Amazing build so far.

I only have one issue:
Quote:


> Originally Posted by *Lutro0*
> 
> ...


Looks great except the fan grill is chrome. I know it will be facing down and will not be seen but I know it would be me just knowing I had some chrome there.


----------



## Lutro0

Quote:


> Originally Posted by *blupupher*
> 
> Amazing build so far.
> I only have one issue:
> Looks great except the fan grill is chrome. I know it will be facing down and will not be seen but I know it would be me just knowing I had some chrome there.

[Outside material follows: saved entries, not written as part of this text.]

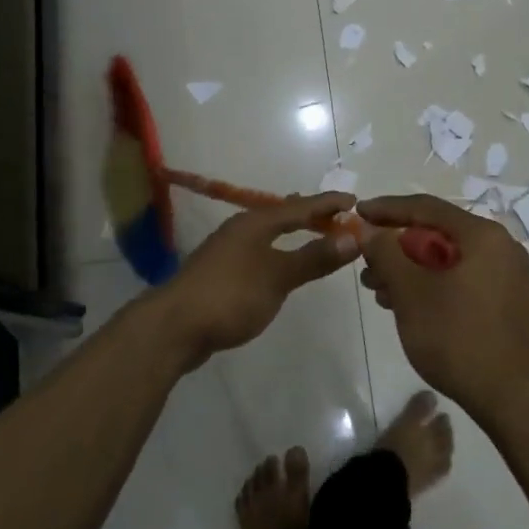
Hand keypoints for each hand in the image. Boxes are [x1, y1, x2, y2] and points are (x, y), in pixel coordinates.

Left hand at [152, 193, 359, 368]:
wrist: (174, 327)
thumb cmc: (230, 295)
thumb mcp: (278, 276)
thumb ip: (314, 257)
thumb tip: (352, 237)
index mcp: (255, 223)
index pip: (300, 207)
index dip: (328, 204)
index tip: (354, 201)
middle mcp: (240, 230)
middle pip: (282, 216)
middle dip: (310, 215)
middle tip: (336, 216)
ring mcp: (227, 251)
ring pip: (268, 234)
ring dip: (292, 234)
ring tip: (312, 234)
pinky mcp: (220, 274)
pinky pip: (259, 253)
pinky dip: (278, 252)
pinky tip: (279, 266)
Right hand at [358, 195, 528, 421]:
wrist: (515, 399)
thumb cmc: (459, 337)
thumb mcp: (411, 292)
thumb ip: (386, 253)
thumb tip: (369, 230)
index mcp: (482, 235)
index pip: (425, 207)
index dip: (386, 208)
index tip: (356, 213)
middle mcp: (498, 247)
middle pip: (436, 233)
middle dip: (395, 246)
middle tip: (364, 262)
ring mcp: (503, 276)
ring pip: (445, 259)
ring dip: (408, 269)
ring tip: (376, 289)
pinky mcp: (502, 302)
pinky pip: (458, 279)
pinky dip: (428, 285)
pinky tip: (403, 305)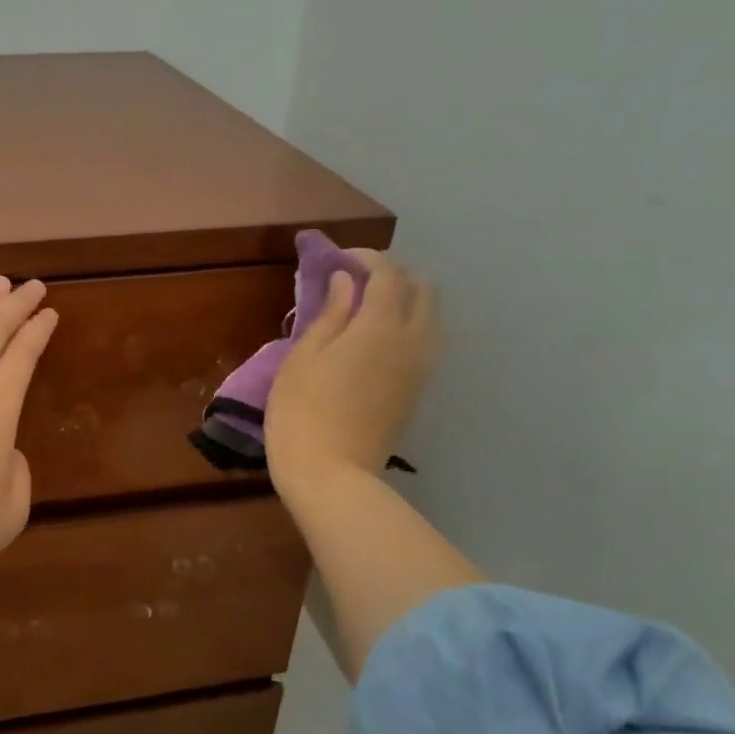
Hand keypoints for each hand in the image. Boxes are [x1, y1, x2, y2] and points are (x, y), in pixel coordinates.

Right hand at [264, 251, 439, 495]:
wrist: (332, 475)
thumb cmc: (302, 412)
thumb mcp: (303, 358)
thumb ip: (329, 314)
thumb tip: (345, 282)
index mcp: (380, 327)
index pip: (387, 273)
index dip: (365, 258)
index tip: (338, 260)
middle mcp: (412, 341)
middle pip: (423, 289)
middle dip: (393, 274)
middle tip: (355, 282)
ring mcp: (421, 368)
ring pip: (432, 316)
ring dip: (406, 300)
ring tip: (366, 309)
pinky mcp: (418, 391)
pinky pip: (426, 342)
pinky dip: (409, 326)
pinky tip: (376, 339)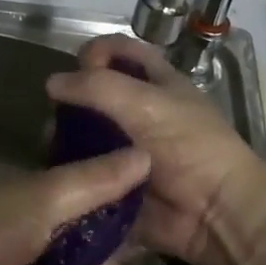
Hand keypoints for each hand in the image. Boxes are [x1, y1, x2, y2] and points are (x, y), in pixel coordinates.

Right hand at [46, 36, 265, 264]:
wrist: (215, 214)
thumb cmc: (188, 146)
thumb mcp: (145, 104)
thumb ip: (96, 86)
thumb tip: (51, 83)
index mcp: (155, 82)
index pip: (118, 50)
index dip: (95, 52)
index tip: (79, 69)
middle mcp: (138, 110)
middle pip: (92, 93)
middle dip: (70, 101)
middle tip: (58, 116)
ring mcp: (125, 147)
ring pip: (82, 133)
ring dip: (64, 138)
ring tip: (53, 149)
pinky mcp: (115, 180)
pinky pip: (84, 170)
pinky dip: (70, 170)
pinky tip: (58, 172)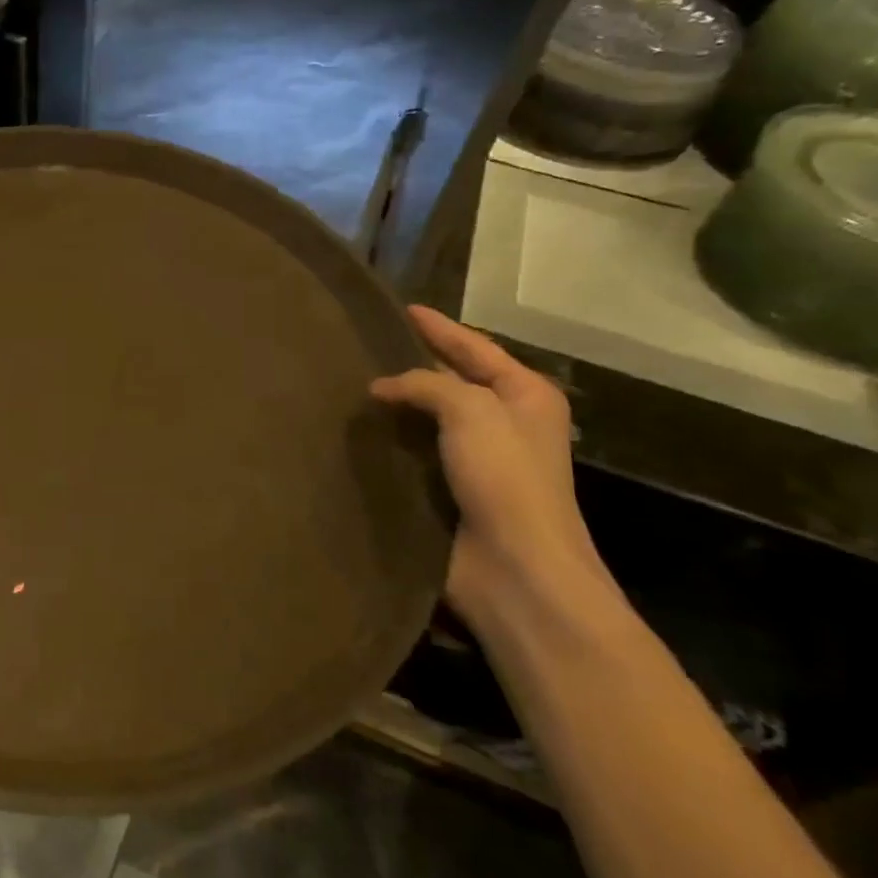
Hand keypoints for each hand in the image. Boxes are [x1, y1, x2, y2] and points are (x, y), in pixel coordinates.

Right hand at [370, 306, 618, 629]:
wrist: (514, 568)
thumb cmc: (505, 478)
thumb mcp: (471, 411)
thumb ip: (426, 385)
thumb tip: (381, 387)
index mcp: (525, 396)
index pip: (475, 348)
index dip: (439, 328)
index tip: (403, 309)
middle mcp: (505, 423)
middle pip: (453, 381)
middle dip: (414, 364)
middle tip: (367, 346)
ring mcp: (478, 461)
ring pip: (430, 420)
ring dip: (398, 407)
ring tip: (351, 386)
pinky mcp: (452, 493)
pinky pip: (415, 454)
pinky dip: (391, 442)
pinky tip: (359, 432)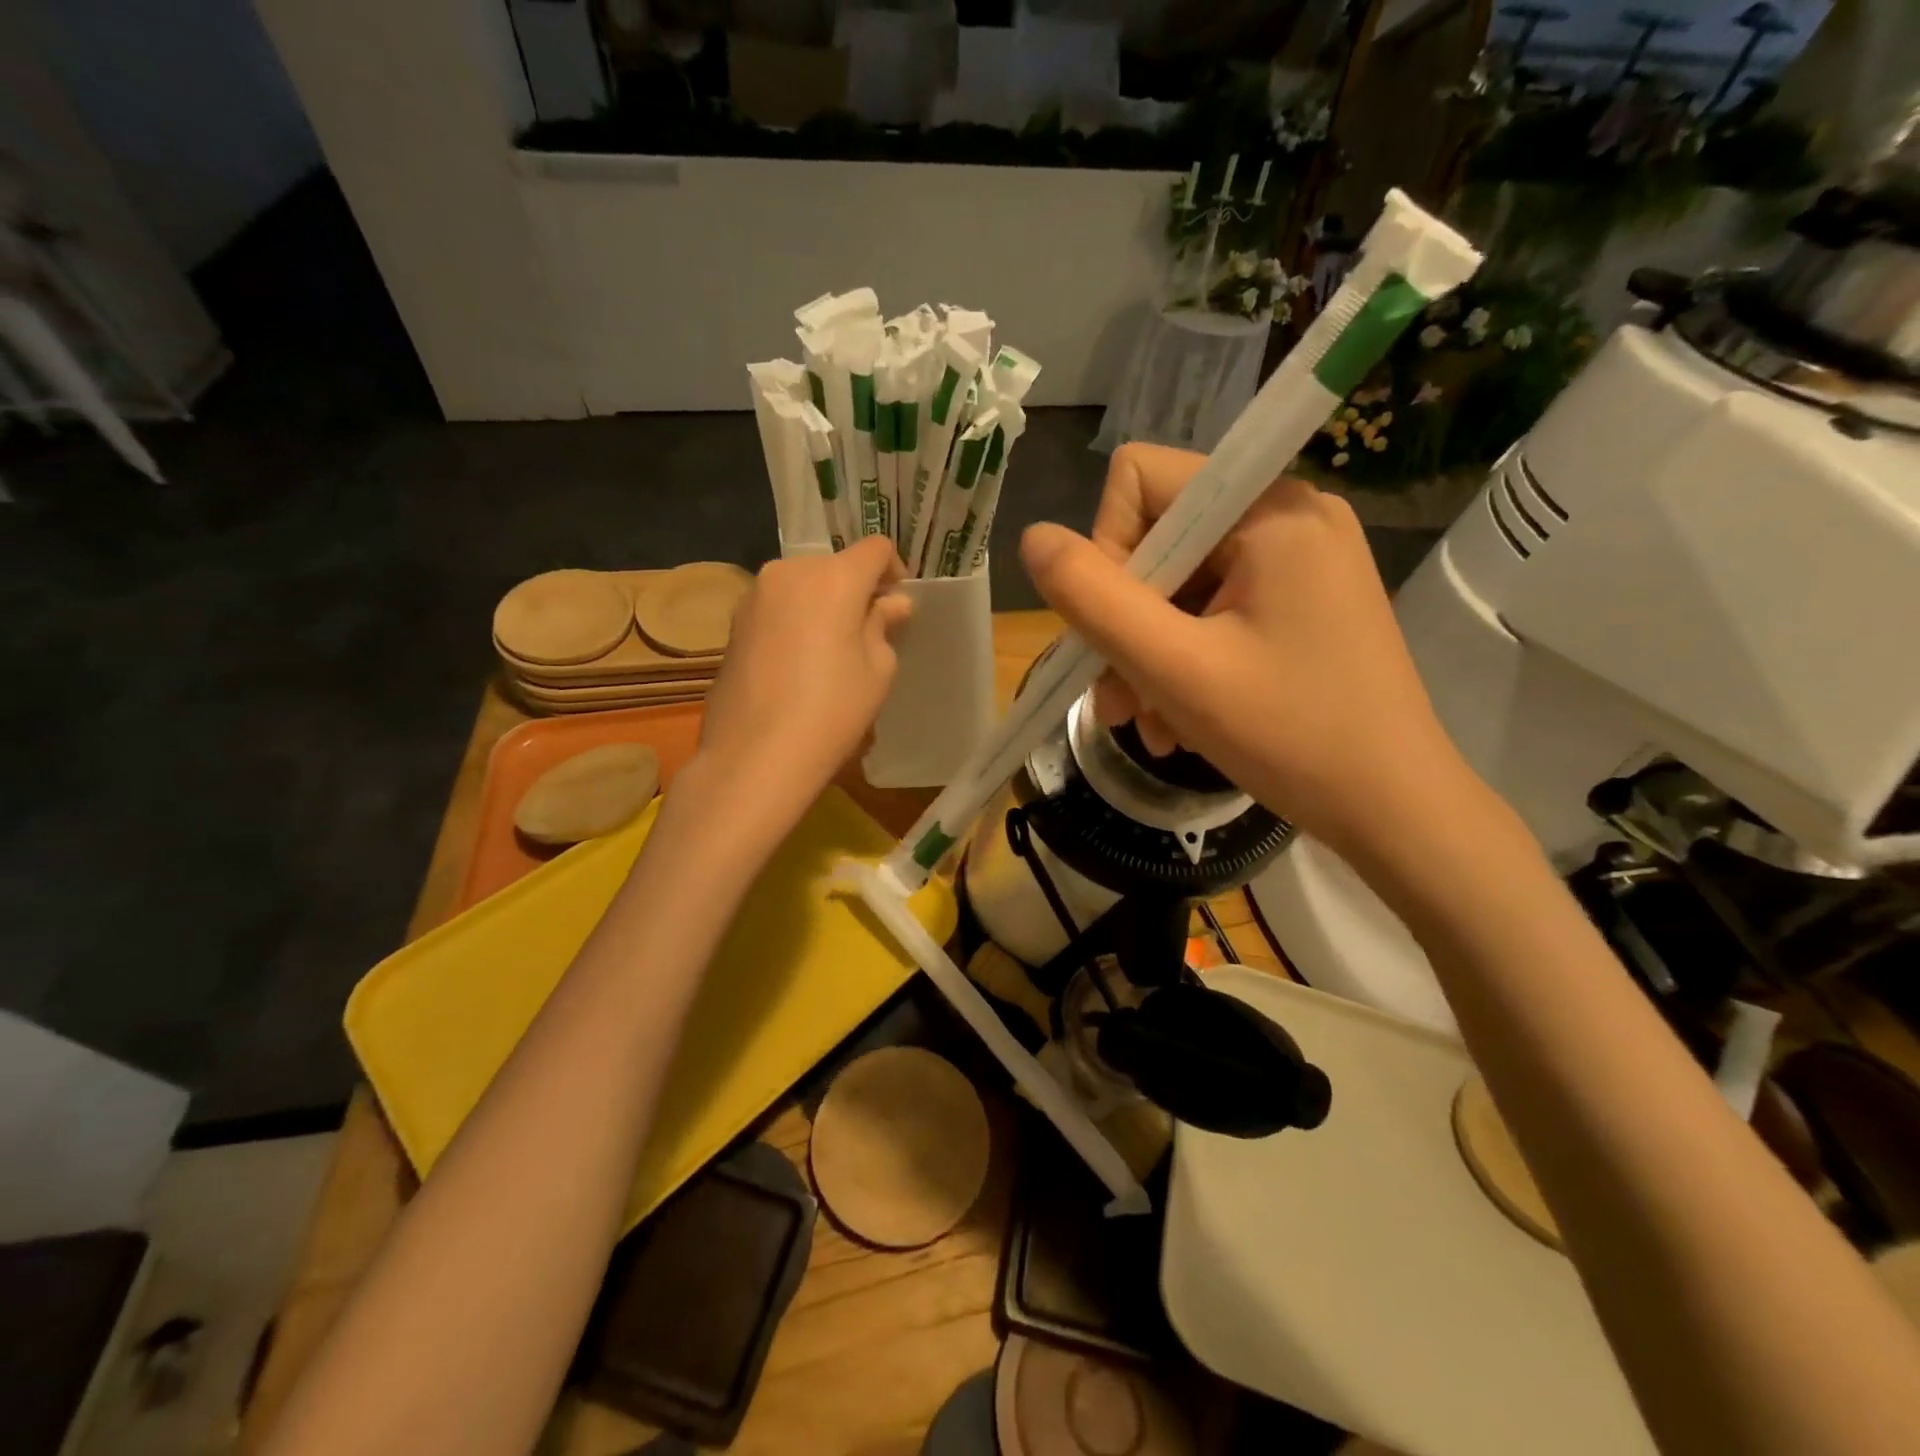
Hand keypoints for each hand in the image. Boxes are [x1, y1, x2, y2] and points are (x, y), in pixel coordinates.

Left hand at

Ahh, I thought long and hard about powdercoating that bad boy, But in the end I decided to give OCZ some glory. The badge is crimped and glued on and would have had a hayday in the powdercoaters oven. And I use alot of OCZ powersupplies, they have kinda a bad name but I love the modxtreme line, so I decided to show it off a bit.

There is always a reason why I do what I do, I just dont explain it all of the time. But all you need to do is ask.


----------



## blupupher

Yea, I figured there was a reason, but it would still bug me.
Like I said, seems to be the only thing so far (that you can control) that does not follow the black/white theme.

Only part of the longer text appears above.